Royaume-Uni : la stratégie de prévention de l’extrémisme questionnée

8 Décembre 2015



A ce jour, ils sont 750 citoyens britanniques à être partis combattre en Irak et Syrie, soit une moyenne de 12 pour un million d’habitants. Un enjeu de taille pour le gouvernement qui, dès les attaques terroristes de 2005 à Londres, a instauré une politique anti-terroriste de grande ampleur. Si cette politique visait en premier lieu Al-Qaeda et ses affiliations, elle s’est adaptée aux nouvelles menaces, l’organisation de l’Etat islamique étant désormais sa priorité. Retour sur l’évolution d’une stratégie politique en mouvement, qui ne manque pas d’alimenter les débats.

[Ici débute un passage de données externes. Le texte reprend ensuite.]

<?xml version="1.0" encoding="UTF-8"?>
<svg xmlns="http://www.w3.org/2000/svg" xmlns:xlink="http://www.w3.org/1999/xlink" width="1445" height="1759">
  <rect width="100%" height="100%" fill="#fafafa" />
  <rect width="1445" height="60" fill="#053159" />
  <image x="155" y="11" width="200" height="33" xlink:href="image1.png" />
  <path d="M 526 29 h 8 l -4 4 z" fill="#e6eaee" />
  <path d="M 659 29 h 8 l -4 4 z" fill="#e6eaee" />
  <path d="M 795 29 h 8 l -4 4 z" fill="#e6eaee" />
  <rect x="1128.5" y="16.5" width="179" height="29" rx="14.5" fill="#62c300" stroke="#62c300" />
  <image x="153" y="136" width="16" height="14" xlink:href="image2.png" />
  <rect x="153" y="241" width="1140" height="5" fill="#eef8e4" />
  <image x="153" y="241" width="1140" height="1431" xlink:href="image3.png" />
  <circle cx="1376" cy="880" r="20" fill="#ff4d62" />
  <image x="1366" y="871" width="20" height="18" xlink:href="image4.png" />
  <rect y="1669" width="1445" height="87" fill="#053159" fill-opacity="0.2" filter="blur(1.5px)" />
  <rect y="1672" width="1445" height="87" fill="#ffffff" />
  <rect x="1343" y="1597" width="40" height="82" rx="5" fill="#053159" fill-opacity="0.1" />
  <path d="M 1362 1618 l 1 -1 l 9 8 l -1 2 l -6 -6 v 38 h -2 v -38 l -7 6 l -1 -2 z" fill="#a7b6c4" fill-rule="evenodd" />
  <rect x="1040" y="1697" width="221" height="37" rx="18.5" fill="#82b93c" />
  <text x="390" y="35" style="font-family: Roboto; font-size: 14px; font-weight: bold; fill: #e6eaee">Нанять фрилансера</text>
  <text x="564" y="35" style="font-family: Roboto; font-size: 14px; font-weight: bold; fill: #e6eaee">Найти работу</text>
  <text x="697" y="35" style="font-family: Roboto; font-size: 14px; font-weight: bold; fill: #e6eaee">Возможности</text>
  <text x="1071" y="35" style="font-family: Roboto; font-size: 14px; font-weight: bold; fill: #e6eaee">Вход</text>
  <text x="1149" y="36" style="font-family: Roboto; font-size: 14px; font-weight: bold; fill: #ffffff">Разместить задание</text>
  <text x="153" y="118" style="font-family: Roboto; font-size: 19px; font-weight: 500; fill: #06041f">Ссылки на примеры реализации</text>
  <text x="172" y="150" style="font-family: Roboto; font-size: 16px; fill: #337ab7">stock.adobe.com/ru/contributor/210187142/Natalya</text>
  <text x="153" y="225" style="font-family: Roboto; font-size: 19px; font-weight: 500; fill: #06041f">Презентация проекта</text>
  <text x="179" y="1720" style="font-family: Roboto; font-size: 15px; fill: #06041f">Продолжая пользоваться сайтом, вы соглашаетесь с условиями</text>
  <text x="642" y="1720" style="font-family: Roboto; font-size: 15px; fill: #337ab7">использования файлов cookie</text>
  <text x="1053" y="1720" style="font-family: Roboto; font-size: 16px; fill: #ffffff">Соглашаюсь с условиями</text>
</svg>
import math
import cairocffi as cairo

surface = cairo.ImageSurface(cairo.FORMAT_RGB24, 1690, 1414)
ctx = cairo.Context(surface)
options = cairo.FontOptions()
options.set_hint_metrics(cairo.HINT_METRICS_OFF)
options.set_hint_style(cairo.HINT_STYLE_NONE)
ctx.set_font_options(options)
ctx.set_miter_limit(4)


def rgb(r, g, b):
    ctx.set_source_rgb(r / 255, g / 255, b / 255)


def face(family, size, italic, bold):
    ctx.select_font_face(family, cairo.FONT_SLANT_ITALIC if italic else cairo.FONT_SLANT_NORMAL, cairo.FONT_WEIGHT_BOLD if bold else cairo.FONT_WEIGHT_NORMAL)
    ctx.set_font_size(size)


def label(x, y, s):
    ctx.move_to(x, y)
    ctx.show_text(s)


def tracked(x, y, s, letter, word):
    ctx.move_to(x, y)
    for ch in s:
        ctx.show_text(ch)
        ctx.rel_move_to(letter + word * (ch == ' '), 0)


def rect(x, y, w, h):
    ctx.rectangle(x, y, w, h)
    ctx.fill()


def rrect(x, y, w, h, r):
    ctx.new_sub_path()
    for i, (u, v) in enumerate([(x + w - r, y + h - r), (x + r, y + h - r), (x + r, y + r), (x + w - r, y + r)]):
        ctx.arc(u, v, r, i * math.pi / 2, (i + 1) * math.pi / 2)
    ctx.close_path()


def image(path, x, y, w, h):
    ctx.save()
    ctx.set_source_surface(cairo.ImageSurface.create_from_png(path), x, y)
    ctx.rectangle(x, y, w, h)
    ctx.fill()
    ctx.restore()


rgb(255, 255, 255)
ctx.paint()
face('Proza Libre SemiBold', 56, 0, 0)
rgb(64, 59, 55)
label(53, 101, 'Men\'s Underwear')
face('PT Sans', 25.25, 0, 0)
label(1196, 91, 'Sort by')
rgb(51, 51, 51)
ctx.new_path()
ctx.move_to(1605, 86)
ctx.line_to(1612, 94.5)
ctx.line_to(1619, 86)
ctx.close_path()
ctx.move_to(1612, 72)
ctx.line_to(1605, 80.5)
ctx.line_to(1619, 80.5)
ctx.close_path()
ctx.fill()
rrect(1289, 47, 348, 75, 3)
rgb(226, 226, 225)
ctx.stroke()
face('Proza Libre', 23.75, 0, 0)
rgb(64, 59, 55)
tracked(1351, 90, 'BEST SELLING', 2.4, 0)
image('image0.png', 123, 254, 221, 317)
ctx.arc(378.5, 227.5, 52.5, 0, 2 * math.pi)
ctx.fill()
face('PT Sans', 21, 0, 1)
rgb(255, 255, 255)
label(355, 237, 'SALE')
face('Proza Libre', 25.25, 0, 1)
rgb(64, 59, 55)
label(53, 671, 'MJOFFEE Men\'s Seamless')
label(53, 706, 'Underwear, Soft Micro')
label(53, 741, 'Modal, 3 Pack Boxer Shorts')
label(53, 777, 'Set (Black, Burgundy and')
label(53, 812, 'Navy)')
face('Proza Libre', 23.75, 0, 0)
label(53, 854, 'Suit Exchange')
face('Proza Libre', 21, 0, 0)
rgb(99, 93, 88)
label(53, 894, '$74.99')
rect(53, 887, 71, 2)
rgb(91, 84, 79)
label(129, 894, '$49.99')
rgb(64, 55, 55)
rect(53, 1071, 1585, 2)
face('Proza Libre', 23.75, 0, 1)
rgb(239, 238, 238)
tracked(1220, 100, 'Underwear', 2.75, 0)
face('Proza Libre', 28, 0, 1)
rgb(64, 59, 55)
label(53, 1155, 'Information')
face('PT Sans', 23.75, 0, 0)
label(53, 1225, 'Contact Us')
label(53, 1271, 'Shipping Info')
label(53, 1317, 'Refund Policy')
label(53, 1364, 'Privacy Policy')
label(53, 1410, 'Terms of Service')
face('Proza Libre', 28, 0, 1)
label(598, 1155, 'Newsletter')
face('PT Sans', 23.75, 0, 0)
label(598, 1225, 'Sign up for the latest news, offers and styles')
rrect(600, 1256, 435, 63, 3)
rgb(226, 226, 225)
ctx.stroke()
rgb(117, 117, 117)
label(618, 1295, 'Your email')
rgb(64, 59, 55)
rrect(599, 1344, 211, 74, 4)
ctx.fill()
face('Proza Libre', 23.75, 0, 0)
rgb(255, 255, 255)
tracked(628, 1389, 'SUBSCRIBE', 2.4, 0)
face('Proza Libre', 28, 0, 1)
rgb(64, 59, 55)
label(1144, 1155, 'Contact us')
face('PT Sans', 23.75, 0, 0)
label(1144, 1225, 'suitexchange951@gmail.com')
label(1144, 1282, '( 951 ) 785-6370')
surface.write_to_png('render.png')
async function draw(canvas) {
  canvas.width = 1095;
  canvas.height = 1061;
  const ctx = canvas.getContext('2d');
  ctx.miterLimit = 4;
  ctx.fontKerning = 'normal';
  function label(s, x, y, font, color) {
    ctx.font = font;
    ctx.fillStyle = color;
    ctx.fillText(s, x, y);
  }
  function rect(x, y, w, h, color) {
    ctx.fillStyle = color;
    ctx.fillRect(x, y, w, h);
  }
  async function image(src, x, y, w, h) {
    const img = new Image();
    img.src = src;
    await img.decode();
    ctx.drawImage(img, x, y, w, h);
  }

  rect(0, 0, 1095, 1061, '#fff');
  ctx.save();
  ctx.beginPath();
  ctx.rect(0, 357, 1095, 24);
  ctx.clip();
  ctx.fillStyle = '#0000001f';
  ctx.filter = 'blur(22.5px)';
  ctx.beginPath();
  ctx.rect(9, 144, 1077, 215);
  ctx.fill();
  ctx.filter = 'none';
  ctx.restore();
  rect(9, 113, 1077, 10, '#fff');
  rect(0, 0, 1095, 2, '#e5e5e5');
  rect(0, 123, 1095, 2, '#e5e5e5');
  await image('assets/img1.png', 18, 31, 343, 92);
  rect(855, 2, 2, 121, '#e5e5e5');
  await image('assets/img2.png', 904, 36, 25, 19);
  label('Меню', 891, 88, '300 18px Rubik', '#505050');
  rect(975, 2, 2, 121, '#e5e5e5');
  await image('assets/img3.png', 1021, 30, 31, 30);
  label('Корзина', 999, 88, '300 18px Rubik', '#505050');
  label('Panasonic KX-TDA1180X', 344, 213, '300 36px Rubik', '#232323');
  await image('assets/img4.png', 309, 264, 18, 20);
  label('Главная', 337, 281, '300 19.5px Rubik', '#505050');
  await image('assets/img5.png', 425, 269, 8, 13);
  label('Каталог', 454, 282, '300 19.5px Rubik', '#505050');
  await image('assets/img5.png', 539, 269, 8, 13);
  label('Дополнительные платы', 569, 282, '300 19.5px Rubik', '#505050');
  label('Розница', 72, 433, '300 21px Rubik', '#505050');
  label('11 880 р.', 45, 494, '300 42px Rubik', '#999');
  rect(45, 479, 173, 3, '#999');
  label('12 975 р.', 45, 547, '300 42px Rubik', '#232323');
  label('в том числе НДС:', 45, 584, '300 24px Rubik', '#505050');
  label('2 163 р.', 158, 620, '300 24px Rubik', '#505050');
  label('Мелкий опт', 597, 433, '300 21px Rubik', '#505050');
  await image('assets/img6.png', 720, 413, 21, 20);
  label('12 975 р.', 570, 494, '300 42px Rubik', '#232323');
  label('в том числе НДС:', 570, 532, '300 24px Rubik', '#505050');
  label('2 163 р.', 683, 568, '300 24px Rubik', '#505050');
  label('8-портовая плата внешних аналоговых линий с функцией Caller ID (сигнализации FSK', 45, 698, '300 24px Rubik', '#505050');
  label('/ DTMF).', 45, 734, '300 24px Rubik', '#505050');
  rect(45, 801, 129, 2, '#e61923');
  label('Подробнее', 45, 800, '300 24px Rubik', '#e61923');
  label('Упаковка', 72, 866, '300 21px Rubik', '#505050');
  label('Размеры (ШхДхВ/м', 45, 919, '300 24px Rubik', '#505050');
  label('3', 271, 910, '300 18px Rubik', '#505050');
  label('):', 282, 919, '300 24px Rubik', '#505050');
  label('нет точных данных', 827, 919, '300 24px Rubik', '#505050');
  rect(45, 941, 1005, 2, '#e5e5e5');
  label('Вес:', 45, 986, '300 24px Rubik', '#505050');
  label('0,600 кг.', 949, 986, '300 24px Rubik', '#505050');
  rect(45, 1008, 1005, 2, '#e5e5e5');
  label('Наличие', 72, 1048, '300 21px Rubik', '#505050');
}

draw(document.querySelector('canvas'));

D. Cameron présente les nouvelles mesures anti-terroristes. « La lutte terroriste est le plus grand défi de notre génération » - Crédits Paul Ellis/PA
D. Cameron présente les nouvelles mesures anti-terroristes. « La lutte terroriste est le plus grand défi de notre génération » - Crédits Paul Ellis/PA
Contest, la politique anti-terroriste du gouvernement britannique, a été mise en place en 2003 et fortement renforcée suite aux attentats de Londres du 7 juillet 2005. Elle se divise en quatre axes : « Prévenir » les citoyens de s’engager dans des mouvements extrémistes et terroristes ; « poursuivre » les protagonistes de potentielles attaques et les en empêcher ; « protéger » le territoire et les citoyens de ces attaques et les rendre moins vulnérables ; et enfin « préparer » l’après-attaque si elle n’a pu être évitée et ainsi minimiser son impact sur la population. La stratégie de prévention est indéniablement l’axe jugé comme le plus important par les autorités britanniques qui l’ont progressivement renforcée et adaptée aux besoins du pays. 

« The prevent strategy » ou comment prévenir l’extrémisme

Cette stratégie, au cœur de la politique anti-terroriste, a pour but de prévenir toutes les formes d’extrémisme pouvant « menacer la sécurité du pays ». L’extrémisme est défini par le gouvernement comme « l’opposition active aux valeurs fondamentales britanniques comme la démocratie, l’état de droit, les libertés individuelles, le respect mutuel et la tolérance des différentes cultures et religions ». Cette stratégie prévoit de facto une action globale allant de la lutte contre l’extrémisme politique à l’extrémisme religieux. Toutefois, les moyens préventifs mis en œuvre le sont en adéquation avec la menace observée par le gouvernement. Si Al-Qaeda a été longtemps désigné comme l’ennemi numéro un, l’organisation de l’Etat islamique est dernièrement devenue la préoccupation principale des autorités. 

L’objectif principal de cette stratégie est de développer, chez chaque citoyen, un sentiment d’appartenance au pays ainsi que le soutien de ses valeurs fondamentales. Pour ce faire, les actions mises en place sont multiples, comme le montre un rapport publié par le gouvernement en 2008 sur la stratégie de prévention. En un an, 261 projets ont été menés, touchant directement 44 000 personnes. Si la grande majorité de ses projets se concentrent sur l’organisation de forums et débats pour échanger dans un lieu neutre sur des problématiques jugées critiques, le gouvernement a également décidé d’organiser des activités plus ludiques dans le but de sensibiliser un maximum de citoyens. A titre d’exemple, 33 % des projets ont été menés dans des écoles pour promouvoir la connaissance et la compréhension de différentes cultures et religions. L’art et la culture occupent également une place importante, notamment avec la création de théâtres locaux et participatifs traitant des problématiques extrémistes. Si la plupart des actions ont, d’après le gouvernement, pour but principal de sensibiliser la population et ainsi  « augmenter la cohésion sociale et l’intégration », environ 20 % des actions menées ciblent directement des acteurs de mouvements extrémistes. 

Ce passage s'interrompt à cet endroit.